Fig. 7. MP cells established in Rag γc KO mice are Toxoplasma antigen-unspecific T-bet⁺ population.

(A) MP cells established in Rag γc KO mice do not contain a major Toxoplasma antigen AS15-specific population. Wild-type and Rag γc KO mice that had received CD4⁺ T cells 4 weeks earlier were infected with T. gondii or left uninfected, and 7 days later CD4⁺ T lymphocytes from PC and spleen of these animals were analyzed for CD44 expression and AS15-tetramer binding. The representative plots depict CD44 expression and AS15-tetramer binding for each group, while the bar graphs show the number (mean ± SD) of naïve, CD44^hi, and CD44^hi AS15-tetramer⁺ cells (n=5). Data shown are representative of 2 independent experiments. (B) MP cells generated in Rag γc KO mice express T-bet. The histograms show T-bet expression by MP cells generated in Rag γc KO mice as shown in (A).
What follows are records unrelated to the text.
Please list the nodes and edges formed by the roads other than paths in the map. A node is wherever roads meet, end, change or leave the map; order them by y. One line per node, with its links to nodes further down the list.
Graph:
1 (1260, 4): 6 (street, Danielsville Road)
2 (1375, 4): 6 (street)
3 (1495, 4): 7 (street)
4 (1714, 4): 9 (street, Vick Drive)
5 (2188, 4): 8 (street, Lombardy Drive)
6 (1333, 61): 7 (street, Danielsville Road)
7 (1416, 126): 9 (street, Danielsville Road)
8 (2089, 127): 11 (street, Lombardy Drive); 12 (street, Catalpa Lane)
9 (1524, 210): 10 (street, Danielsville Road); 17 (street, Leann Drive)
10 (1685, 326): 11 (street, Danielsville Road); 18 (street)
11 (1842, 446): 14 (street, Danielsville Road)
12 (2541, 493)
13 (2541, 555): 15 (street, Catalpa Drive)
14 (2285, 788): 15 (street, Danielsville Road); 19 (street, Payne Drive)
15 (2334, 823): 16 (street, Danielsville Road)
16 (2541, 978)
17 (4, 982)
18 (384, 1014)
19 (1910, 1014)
Filled histograms show negative control staining. Representative data from 3 animals analyzed. (C) MP cells established in Rag γc KO mice do not produce IFN-γ in response to Toxoplasma antigen stimulation. Wild-type and Rag γc KO mice reconstituted with MP cells as shown in (A) were infected with T. gondii, and on day 7 post infection whole splenocytes as well as sorted CD44^hi CD62L^lo CD4⁺ T cells from the indicated groups were stimulated with medium, anti-CD3 mAb, STAg, or AS15 peptide in vitro. The graph indicates the concentration (mean ± SD) of IFN-γ in the culture supernatant from each group (n=5). Data shown are representative of 2 independent experiments performed. * p<0.05, ** p<0.01, *** p<0.001.